A weakness in their approach is that it needs to be offset with the many examples where existing competition is working to benefit consumers and society or how a specific regulatory intervention will improve the outcome for consumers and society. For example, under the Trump administration’s deregulatory and tax reduction agenda, the U.S. Census Bureau reported median or average‐income family saw a pre‐Covid‐19 gain of nearly $5,000 (or 8.2 percent), as median family income in August 2019 was $65,976, up from about $61,000 when he entered office in January 2017. This is a notable empirical contrast to the authors’ use of data explaining income inequality for middle‐income Americans, which reveals that the middle class (40th to 60th percentile) saw their net worth decline 7 percent to $68,839 between 2000 and 2011.
In addition, the concept of “government failure” did not appear until late in the book. Government failure, in the context of public policy, is an economic inefficiency caused by a government intervention if the inefficiency would not exist in a freely operating market.
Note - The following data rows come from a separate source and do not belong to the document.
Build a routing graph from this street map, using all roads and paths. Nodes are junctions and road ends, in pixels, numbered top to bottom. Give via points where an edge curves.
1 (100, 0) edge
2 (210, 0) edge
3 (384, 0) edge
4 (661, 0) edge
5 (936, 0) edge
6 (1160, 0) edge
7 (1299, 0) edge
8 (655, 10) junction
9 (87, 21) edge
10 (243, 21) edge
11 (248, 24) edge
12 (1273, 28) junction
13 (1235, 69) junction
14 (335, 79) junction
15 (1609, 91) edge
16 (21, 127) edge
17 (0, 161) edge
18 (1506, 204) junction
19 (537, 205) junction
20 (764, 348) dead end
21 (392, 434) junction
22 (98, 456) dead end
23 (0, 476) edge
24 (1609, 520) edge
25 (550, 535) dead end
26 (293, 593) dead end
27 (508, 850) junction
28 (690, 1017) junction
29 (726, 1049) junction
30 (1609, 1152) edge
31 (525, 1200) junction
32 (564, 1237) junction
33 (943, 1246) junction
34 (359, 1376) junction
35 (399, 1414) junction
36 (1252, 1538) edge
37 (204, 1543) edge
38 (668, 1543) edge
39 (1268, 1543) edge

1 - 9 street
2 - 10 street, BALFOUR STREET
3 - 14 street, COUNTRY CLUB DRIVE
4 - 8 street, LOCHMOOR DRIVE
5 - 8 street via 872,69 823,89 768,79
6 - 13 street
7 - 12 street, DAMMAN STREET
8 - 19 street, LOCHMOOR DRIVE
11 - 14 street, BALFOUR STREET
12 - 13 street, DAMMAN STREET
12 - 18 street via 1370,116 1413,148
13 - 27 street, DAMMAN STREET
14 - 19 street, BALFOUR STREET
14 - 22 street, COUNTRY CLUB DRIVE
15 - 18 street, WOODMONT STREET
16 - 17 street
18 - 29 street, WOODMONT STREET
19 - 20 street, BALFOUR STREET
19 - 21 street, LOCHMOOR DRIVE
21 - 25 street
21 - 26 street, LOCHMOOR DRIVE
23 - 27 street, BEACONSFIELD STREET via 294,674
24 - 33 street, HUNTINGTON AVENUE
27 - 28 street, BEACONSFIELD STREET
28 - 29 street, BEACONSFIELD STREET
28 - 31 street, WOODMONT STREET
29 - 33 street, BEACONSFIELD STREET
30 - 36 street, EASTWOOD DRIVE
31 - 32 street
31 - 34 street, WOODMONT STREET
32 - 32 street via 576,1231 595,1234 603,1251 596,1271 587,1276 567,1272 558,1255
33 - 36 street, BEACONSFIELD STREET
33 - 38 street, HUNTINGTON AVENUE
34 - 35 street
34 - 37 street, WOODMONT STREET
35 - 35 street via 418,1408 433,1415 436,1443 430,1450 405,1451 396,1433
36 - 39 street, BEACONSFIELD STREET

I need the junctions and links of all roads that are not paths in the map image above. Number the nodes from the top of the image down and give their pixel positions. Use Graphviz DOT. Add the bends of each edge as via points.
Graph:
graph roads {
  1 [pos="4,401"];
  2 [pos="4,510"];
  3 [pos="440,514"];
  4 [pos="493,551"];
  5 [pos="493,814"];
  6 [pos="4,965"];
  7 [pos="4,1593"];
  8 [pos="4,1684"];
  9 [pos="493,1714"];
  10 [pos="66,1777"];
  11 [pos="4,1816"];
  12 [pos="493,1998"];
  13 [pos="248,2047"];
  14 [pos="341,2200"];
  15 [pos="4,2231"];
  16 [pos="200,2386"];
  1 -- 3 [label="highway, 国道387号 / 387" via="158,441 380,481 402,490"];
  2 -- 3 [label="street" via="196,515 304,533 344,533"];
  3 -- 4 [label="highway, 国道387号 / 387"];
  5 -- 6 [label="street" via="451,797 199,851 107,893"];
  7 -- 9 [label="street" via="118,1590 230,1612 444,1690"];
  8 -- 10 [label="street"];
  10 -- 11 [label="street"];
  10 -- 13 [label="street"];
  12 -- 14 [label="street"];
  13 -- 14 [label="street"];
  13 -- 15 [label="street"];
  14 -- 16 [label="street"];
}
While the authors acknowledge that government has failed to regulate responsibly in many of their examples (and they offer a couple of specific antitrust exemptions to prevent the race to the bottom, such as when the U.S. government allowed hockey players to agree among themselves to wear helmets), their remedies also represent a progressive agenda of policy initiatives representing further economic expansion of the social “safety net”—such as legislating an increase in the minimum wage—which may also represent (in certain instances) a continuation of ongoing government failure.
Nevertheless, the authors are correct in their assessment of business, government, and consumers needing to focus on working to realistically attain a positive‐sum, ethical form of competition. Their concept of “noble competition” seems a bridge too far and may likely resemble that of unattainable “perfect competition.” Reinforcing ethical competition is as much a necessity for a vibrant, innovative capitalist economy (as Milton Friedman recognized) as actively enforcing existing laws and regulations that prevent unfair competition.